When it comes to  the local grapevine complement, there are few surprises: Grenache, Mourvedre, Carignan, Syrah, (and a few others) dominate. And while these varieties certainly qualify as “local” or “traditional” to the region, the first three grapes all are thought to originally hail from Spain, making their presence and use in this area all the more meaningful.

This particular cuvee` is a rather unusual-for-any-region blend of 50% Mourvedre, and 50% Syrah, though the A.O.C. regulations demand that only a minimum of 20%  of each of these two grapes be included in the overall blend. But it seems fitting that in a place like Nimes that is as much Spanish as it is French, that a wine made from Mourvedre (A.K.A. Mataro` and Monastrell) and the very Gallic king of the Northern Rhone, Syrah, arises and speaks with a bit of a Franco-Iberian patois…

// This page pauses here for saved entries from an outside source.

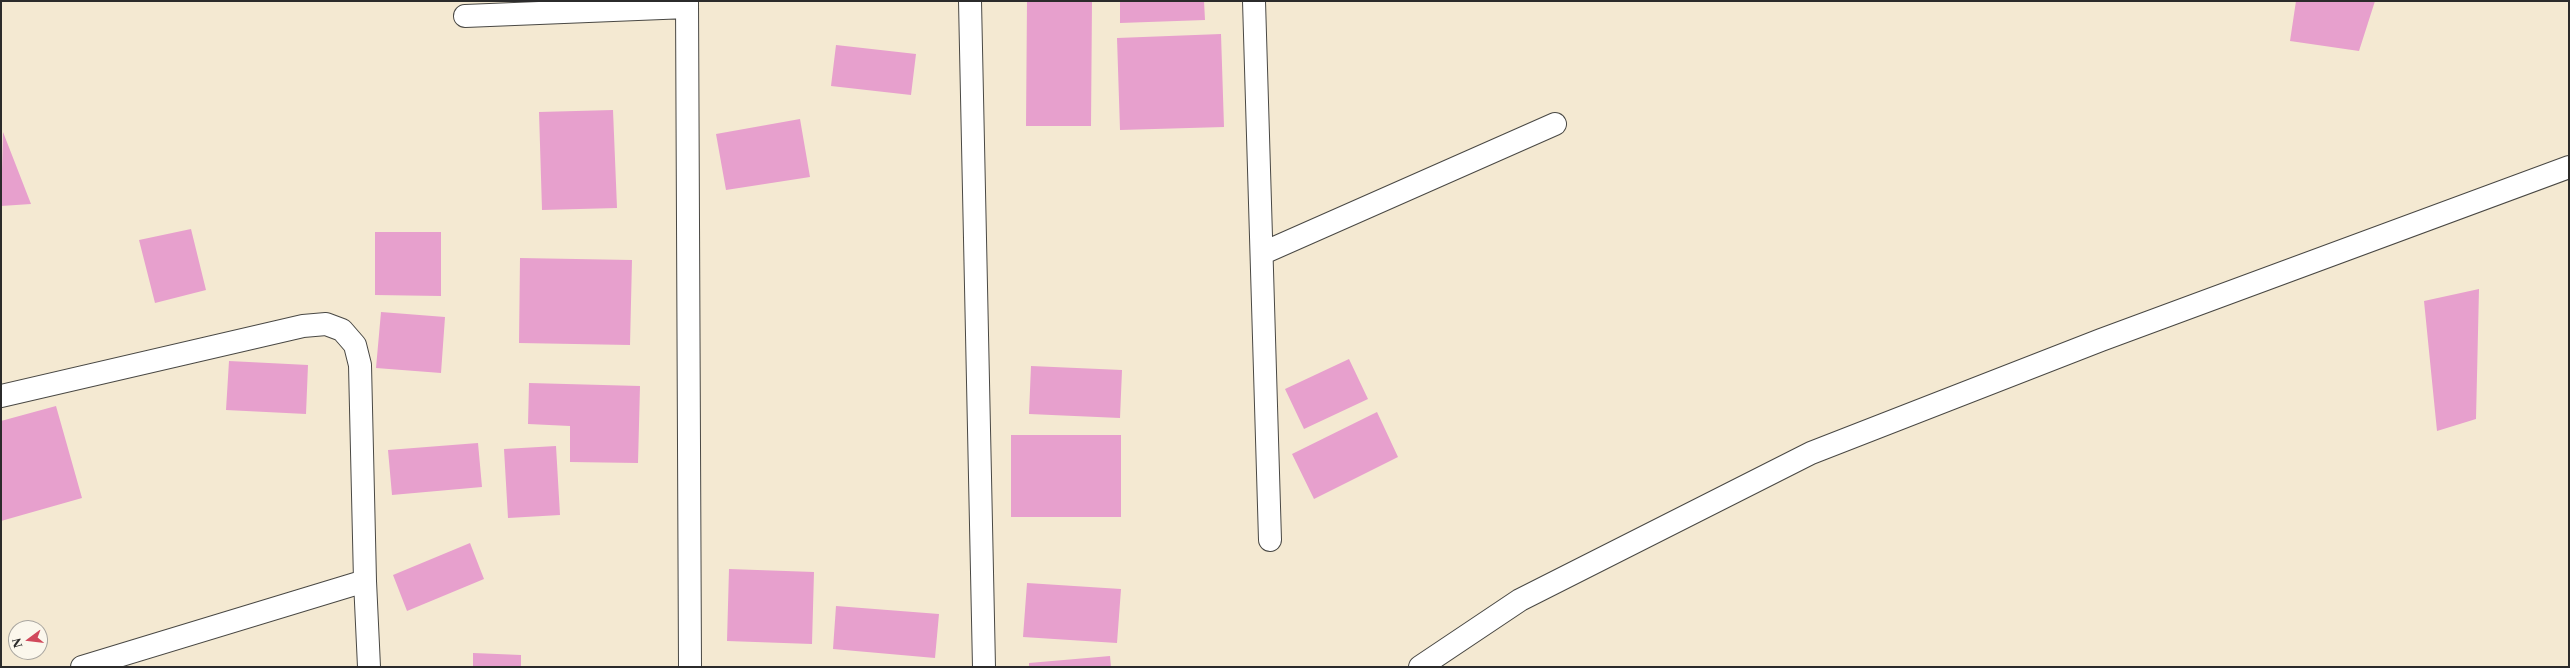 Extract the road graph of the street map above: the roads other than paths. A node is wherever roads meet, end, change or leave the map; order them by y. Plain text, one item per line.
1 (970, 1) edge
2 (1254, 1) edge
3 (687, 4) edge
4 (465, 16) dead end
5 (1555, 124) dead end
6 (2569, 167) edge
7 (1263, 253) junction
8 (1, 396) edge
9 (1270, 540) dead end
10 (365, 581) junction
11 (82, 667) edge
12 (369, 667) edge
13 (690, 667) edge
14 (984, 667) edge
15 (1420, 667) edge

1 - 14 street
2 - 7 street
3 - 4 street
3 - 13 street
5 - 7 street
6 - 15 street
7 - 9 street
8 - 10 street
10 - 11 street
10 - 12 street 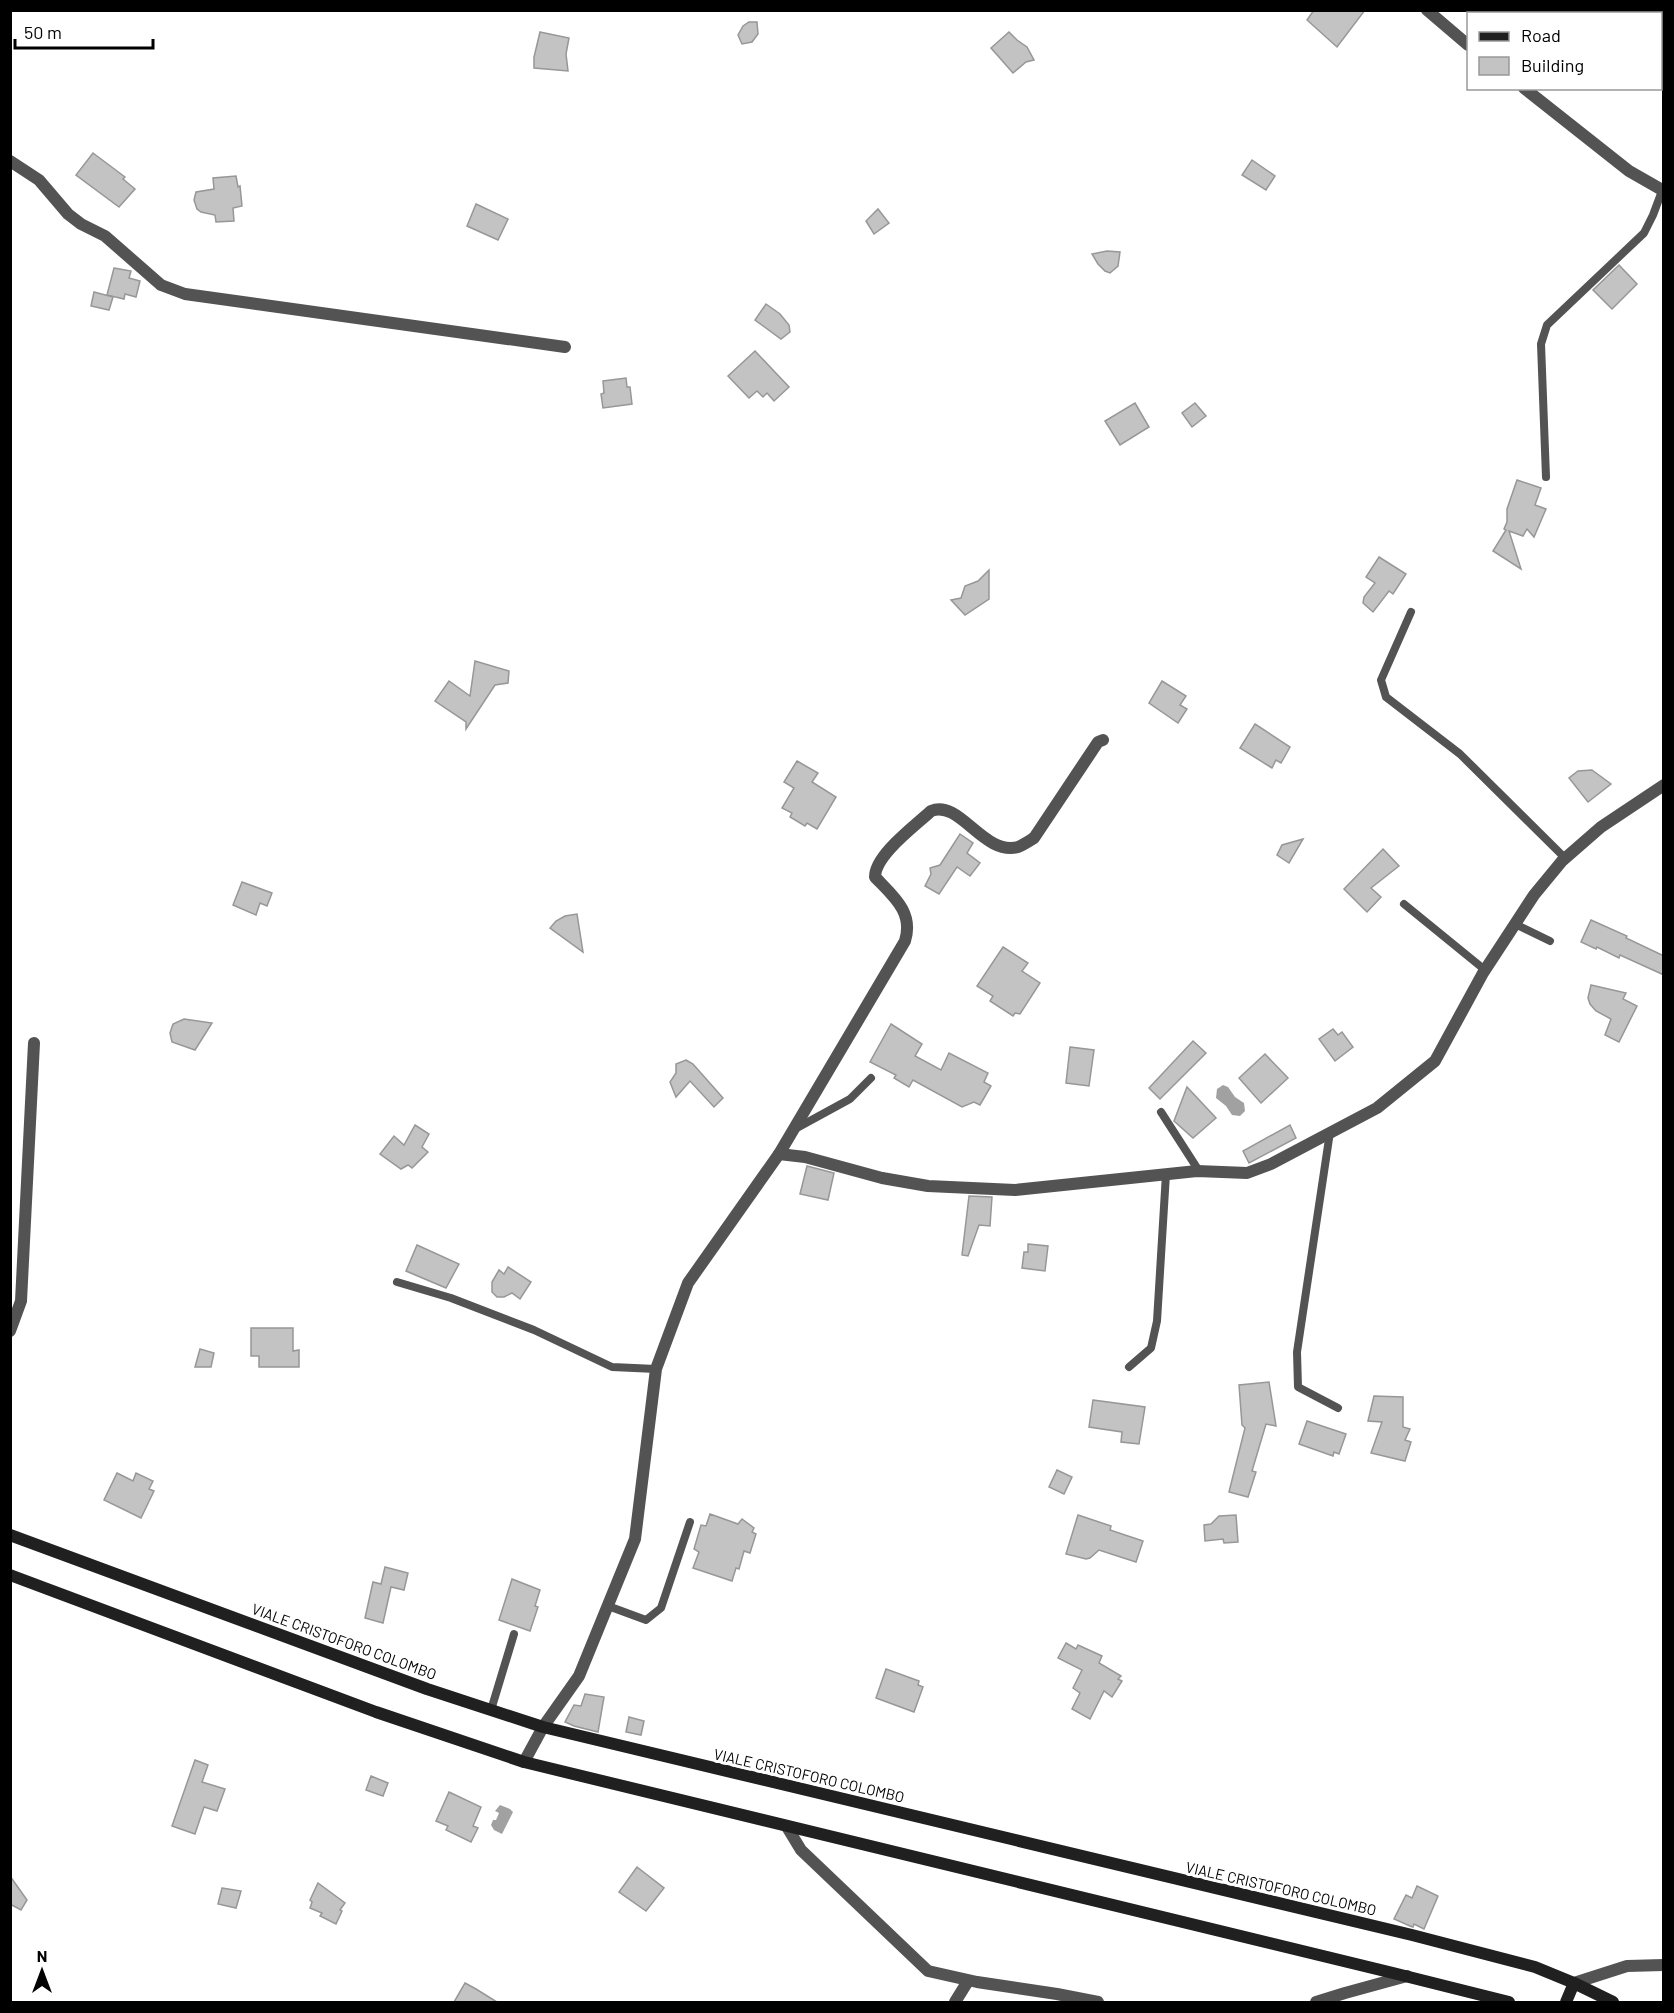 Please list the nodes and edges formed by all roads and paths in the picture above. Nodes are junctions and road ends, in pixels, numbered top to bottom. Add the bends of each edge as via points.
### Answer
1 (1427, 10) edge
2 (1467, 44) edge
3 (1527, 90) edge
4 (10, 161) edge
5 (1663, 191) edge
6 (565, 347) dead end
7 (1546, 477) dead end
8 (1411, 612) dead end
9 (1103, 740) dead end
10 (1664, 785) edge
11 (1565, 858) junction
12 (1404, 904) dead end
13 (1515, 924) junction
14 (1550, 941) dead end
15 (1485, 970) junction
16 (34, 1043) dead end
17 (871, 1078) dead end
18 (1161, 1112) dead end
19 (792, 1131) junction
20 (1330, 1132) junction
21 (779, 1154) junction
22 (1199, 1171) junction
23 (1166, 1174) junction
24 (397, 1282) dead end
25 (10, 1331) edge
26 (1129, 1367) dead end
27 (656, 1369) junction
28 (1338, 1408) dead end
29 (690, 1522) dead end
30 (10, 1535) edge
31 (10, 1575) edge
32 (608, 1606) junction
33 (514, 1634) dead end
34 (491, 1710) junction
35 (543, 1727) junction
36 (524, 1762) junction
37 (787, 1827) junction
38 (1664, 1965) edge
39 (1407, 1976) junction
40 (968, 1981) junction
41 (1575, 1983) junction
42 (955, 2002) edge
43 (1098, 2002) edge
44 (1316, 2002) edge
45 (1509, 2002) edge
46 (1566, 2002) edge
47 (1612, 2002) edge

1 - 2 street
3 - 5 street via 1629,171
4 - 6 street via 39,180 68,214 105,236 161,285 185,294
5 - 7 lane via 1644,233 1547,325 1541,344
8 - 11 lane via 1380,680 1386,697 1460,754
9 - 19 street via 1034,838 1003,848 938,808 880,859 875,877 900,904 907,920 905,940
10 - 11 street via 1601,827
11 - 13 street
12 - 15 lane
13 - 14 lane
13 - 15 street
15 - 20 street via 1435,1061 1377,1108
16 - 25 street via 21,1301
17 - 19 lane via 850,1099
18 - 22 lane
19 - 21 street
20 - 22 street via 1247,1173
20 - 28 lane via 1297,1352 1298,1387
21 - 23 street via 928,1186 1015,1190
21 - 27 street via 688,1283
22 - 23 street
23 - 26 lane via 1157,1321 1151,1348
24 - 27 lane via 534,1330 612,1367
27 - 32 street via 635,1539
29 - 32 lane via 661,1608 646,1620
30 - 34 main road, VIALE CRISTOFORO COLOMBO
31 - 36 main road via 376,1712
32 - 35 street via 579,1676
33 - 34 lane
34 - 35 main road, VIALE CRISTOFORO COLOMBO
35 - 36 street
35 - 41 main road, VIALE CRISTOFORO COLOMBO via 1412,1935 1535,1968
36 - 37 main road
37 - 39 main road
37 - 40 street via 801,1850 928,1971
38 - 41 street via 1627,1966
39 - 44 street
39 - 45 main road
40 - 42 street
40 - 43 street
41 - 46 main road
41 - 47 main road, VIALE CRISTOFORO COLOMBO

The comestible foundation for this lovely little (pretty big actually!) wine was an appetizer of dates stuffed with Bleu d’Auvergne cheese and a blanched almond.  The main course Was (and still is) a southern French winter classic, and is  indeed a masterpiece of the Provencal kitchen: Daube – a long, slow, complex oven cooked beef stew with a bazillion ingredients (olives, mushrooms, anchovies, wine, salt pork, etc., etc.) that I ladled over some tagliatelle.








 Mas Carlot Costieres de Nimes “Les Enfants Terribles” 2010

Opaque blackish purple color. Elegant, slightly floral nose with clear notes of wet slate, smoke, and big fruit aromas of plum and mulberry, with a wonderful slightly animal funkiness underlying. The texture is rich, velvety, round, and weighty, but still quite nimble with a firm, full structure and a “salty” discrete acidity driving clean and fairly complex flavors of fig, black cherry, juniper, and touch of vanilla bean and spice. Clean, dry finish.